Lately we have discovered a store that makes a speciality out of obtaining end-of-run export wines -- wines originally destined for the foreign (mostly European) markets and up-market stores, but which doesn't make it there for one reason or another.  They sell these off really cheaply, so we've been buying some really great red wines for under R20/bottle (around EUR2!) Tonight's little surprise -- Mountain Shadows 2005 Pinotage is a bit of a disappointment, but, at the price, who's complaining?

The label on the back of the bottle:
"Nestled in the shadows of the majestic mountains of the Cape, flourish some of the last and rarest of the botanical species Mimetes.  Endemic to this region, the last bastions of this most beautiful and endangered species weather the timeless onslaught  of nature and man.  In the shadows of these same mountains, grow the vineyards,..."
The fucking gall of these people!  The vineyards are the precise bloody reason the fynbos is being wiped out!  The Aghulas Plain -- last remaining bastion of all five types of Fynbos -- is rapidly being covered in vineyards, completely wiping out the richest and smallest floral kingdom in the world.  Table Mountain, despite its being in the very heart of a major city, is home to more plant species than the entire island of Great Britain!

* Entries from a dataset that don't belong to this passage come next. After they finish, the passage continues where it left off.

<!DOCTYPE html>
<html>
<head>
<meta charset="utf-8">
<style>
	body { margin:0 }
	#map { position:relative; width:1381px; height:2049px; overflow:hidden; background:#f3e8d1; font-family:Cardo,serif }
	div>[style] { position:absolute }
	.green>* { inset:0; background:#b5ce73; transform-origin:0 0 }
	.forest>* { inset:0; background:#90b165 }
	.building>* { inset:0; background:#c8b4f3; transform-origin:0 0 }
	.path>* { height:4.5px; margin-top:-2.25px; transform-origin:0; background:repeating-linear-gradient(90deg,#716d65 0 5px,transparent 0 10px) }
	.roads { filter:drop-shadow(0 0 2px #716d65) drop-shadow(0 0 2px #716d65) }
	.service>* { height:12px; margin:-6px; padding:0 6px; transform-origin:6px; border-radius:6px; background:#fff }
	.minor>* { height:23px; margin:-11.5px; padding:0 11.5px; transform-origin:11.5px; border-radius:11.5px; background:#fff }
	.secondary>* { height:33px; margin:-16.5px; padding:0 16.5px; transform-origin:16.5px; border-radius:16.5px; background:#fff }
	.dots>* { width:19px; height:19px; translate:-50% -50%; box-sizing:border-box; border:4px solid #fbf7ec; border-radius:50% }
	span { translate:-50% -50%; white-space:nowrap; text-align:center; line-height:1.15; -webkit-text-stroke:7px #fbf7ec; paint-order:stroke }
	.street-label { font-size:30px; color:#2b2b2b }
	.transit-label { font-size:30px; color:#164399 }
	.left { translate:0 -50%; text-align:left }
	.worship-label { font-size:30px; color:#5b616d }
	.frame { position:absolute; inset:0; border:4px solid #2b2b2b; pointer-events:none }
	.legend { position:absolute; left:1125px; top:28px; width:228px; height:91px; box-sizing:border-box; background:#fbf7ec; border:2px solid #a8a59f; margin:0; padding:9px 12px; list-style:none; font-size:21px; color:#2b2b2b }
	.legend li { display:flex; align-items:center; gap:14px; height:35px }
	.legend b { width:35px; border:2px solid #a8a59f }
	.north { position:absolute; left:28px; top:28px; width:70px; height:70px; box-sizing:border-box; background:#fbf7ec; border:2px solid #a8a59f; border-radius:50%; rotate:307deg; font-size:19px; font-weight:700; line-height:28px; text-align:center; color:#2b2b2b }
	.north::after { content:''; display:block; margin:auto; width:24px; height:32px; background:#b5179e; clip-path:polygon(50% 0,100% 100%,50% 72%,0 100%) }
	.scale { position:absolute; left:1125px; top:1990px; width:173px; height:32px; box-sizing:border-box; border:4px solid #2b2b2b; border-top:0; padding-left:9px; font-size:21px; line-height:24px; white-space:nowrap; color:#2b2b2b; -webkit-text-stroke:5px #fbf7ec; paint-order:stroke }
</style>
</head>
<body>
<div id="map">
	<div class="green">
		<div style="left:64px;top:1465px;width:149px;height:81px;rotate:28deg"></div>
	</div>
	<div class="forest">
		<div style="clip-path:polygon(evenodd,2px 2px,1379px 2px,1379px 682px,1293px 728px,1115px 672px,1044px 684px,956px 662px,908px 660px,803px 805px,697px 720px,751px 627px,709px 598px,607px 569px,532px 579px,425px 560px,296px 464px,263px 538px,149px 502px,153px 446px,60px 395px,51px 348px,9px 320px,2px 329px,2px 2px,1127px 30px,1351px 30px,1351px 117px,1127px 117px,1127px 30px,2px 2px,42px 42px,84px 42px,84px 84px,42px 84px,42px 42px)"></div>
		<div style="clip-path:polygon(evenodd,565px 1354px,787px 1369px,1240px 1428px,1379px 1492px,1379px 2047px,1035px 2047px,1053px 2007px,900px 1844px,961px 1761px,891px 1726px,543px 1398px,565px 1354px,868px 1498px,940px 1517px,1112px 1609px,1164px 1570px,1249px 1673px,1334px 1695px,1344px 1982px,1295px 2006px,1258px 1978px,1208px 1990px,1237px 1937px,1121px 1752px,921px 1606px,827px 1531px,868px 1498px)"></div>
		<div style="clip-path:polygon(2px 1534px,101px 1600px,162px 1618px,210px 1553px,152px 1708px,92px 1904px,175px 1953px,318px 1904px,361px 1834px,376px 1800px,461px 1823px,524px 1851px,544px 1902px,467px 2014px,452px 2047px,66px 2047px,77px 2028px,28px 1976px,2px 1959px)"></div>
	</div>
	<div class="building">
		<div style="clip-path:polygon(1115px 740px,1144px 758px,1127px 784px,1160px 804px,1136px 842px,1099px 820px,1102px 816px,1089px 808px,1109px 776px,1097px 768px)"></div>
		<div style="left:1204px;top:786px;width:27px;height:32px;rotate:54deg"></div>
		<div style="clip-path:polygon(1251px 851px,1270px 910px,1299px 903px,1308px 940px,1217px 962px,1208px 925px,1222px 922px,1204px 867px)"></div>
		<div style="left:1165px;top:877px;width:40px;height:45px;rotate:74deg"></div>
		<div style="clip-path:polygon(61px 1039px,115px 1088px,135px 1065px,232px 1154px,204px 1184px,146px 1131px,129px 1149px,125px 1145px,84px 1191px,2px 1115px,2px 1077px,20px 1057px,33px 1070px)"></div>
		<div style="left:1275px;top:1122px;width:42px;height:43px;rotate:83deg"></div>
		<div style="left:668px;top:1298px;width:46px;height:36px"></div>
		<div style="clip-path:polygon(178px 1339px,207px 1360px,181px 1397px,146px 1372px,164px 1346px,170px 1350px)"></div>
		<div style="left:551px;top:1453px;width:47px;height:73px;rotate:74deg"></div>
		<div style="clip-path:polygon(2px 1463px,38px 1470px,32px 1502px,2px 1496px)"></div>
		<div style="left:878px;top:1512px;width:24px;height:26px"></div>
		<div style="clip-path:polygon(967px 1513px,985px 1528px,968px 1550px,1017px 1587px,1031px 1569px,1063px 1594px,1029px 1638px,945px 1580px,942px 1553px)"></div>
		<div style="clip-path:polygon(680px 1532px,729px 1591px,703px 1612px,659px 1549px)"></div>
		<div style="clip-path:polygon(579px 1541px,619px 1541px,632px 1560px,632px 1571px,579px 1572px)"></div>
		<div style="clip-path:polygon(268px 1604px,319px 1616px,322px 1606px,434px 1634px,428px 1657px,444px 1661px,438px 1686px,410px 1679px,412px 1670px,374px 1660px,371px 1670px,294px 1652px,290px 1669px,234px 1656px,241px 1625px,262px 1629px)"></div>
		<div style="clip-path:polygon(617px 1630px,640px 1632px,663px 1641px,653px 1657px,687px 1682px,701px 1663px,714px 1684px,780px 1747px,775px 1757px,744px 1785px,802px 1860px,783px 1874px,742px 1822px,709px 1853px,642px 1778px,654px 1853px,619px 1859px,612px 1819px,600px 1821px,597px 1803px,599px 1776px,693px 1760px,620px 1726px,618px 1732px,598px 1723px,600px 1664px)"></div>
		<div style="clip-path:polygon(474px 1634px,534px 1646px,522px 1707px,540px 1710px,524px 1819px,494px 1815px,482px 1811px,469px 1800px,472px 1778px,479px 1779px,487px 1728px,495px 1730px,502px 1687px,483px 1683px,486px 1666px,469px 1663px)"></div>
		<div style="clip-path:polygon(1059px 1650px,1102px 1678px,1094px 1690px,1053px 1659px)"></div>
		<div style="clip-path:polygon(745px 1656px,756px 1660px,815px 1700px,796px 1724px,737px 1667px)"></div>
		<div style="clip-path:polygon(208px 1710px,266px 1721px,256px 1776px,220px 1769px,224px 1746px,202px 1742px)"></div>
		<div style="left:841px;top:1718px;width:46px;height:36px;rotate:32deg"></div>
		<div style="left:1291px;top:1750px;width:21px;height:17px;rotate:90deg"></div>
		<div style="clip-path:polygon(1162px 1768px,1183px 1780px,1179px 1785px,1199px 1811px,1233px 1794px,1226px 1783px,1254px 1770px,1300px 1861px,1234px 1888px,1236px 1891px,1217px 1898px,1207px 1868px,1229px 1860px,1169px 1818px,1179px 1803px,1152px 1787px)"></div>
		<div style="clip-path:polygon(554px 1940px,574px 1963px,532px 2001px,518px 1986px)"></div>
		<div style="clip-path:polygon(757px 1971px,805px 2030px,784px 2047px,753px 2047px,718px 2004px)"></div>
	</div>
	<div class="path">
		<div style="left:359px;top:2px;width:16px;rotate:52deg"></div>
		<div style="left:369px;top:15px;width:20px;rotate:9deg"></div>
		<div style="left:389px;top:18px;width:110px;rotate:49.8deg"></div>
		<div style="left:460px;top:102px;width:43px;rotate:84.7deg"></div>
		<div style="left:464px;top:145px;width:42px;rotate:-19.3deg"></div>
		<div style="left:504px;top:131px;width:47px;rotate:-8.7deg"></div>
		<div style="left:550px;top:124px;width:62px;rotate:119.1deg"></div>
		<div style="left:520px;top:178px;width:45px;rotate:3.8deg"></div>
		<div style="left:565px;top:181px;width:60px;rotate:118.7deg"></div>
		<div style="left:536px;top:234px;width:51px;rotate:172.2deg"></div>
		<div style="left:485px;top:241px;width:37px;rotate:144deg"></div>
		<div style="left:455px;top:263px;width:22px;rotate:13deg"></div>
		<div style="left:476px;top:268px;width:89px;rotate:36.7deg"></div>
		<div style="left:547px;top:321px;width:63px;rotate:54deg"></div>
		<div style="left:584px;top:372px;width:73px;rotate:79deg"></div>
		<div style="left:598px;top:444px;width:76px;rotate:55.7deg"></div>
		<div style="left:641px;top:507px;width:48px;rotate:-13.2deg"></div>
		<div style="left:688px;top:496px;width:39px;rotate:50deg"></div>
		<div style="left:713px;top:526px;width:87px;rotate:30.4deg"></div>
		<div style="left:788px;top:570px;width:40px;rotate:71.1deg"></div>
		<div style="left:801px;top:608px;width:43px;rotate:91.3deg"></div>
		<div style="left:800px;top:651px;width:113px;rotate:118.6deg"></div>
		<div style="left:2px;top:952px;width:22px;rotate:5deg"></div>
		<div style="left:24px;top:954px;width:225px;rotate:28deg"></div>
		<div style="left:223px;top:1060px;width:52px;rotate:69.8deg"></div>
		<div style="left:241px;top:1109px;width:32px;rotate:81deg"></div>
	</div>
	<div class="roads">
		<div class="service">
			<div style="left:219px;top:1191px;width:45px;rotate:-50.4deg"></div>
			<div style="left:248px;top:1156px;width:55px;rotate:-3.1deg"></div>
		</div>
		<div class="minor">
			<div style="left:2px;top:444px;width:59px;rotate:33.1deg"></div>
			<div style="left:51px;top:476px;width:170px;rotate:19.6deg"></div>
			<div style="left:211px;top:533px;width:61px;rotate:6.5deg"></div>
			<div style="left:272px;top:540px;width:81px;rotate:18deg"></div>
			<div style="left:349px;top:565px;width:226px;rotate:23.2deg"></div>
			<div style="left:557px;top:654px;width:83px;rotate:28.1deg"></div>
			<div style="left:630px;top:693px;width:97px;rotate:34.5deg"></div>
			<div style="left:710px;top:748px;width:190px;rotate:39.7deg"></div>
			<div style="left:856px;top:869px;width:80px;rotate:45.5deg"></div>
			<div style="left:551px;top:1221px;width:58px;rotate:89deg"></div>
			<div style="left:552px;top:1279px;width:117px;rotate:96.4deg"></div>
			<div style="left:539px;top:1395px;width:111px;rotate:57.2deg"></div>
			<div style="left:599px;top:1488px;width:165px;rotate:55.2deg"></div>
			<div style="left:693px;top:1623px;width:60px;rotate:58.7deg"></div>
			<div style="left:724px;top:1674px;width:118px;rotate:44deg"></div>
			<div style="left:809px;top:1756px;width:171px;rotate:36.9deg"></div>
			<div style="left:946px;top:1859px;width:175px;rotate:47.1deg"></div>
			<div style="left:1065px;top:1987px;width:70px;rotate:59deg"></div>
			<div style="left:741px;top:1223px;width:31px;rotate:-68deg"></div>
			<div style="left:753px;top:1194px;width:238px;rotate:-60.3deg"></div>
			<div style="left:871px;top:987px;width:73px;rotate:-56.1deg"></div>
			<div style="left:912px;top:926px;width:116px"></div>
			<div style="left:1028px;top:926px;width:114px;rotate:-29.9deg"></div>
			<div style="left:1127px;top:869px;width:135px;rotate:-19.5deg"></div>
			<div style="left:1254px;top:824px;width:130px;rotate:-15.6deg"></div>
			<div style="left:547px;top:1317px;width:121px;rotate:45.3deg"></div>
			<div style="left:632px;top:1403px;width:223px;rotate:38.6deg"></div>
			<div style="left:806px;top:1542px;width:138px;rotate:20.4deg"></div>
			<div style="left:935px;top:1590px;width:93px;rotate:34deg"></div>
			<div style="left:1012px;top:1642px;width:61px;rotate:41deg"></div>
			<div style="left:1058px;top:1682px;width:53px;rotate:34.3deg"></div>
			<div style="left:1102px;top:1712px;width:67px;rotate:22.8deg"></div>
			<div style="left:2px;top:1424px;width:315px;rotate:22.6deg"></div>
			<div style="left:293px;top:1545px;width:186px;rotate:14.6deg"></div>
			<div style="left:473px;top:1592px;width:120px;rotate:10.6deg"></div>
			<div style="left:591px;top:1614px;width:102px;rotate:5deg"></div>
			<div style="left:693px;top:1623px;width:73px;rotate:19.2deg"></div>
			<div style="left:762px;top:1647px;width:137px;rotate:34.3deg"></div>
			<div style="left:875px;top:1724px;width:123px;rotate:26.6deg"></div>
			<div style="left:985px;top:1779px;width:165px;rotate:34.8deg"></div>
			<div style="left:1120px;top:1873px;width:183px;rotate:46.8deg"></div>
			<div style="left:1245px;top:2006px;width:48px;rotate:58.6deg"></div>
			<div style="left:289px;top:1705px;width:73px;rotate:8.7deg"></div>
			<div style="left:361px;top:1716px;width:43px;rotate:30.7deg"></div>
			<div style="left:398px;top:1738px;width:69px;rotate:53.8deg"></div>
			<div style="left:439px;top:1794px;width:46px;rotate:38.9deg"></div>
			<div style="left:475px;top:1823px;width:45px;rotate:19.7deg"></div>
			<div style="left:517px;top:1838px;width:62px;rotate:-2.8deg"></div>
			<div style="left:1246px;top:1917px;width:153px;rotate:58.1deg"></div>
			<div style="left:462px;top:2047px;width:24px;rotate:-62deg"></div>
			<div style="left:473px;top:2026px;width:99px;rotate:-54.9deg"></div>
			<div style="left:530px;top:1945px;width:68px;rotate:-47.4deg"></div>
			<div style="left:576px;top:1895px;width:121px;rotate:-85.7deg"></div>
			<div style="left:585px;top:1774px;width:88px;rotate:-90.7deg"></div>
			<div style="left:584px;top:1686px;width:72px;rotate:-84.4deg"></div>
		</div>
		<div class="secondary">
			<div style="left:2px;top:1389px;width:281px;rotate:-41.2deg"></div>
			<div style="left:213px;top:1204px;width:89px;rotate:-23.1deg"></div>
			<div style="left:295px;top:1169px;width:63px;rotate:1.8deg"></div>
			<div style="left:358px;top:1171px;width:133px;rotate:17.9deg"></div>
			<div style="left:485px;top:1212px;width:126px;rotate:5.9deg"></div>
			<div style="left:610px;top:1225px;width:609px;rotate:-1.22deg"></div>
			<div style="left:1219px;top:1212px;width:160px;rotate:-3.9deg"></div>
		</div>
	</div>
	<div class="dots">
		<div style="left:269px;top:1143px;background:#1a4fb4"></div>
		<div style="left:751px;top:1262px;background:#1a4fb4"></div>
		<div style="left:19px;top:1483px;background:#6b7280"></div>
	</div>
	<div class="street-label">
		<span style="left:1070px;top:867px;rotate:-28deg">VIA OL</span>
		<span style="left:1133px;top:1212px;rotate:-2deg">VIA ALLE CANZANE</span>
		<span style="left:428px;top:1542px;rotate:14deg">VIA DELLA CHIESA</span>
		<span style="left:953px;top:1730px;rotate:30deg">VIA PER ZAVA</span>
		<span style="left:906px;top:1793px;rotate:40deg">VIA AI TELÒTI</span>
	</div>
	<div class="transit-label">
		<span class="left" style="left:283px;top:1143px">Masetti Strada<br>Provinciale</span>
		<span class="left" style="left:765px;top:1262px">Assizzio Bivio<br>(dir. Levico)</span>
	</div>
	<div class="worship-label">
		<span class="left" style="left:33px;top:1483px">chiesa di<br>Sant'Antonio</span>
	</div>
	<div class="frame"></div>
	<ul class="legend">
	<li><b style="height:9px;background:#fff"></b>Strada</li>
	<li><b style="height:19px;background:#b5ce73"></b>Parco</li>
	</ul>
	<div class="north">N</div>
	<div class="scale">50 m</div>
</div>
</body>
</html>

It's one thing if a wine-maker is shamelessly unapologetic about wiping out incredible areas of land, many of them the home to beautiful plants found nowhere else -- not even elsewhere in the Cape!  -- well, there's an honesty to that, though of a pretty disagreeable sort.  But to lament the loss of these plants, whilst simultaneously extolling the virtues of their vineyards...  Words fail me!

I bought the bottle in ignorance.  Please don't repeat my mistake. Its pretty crap wine anyway.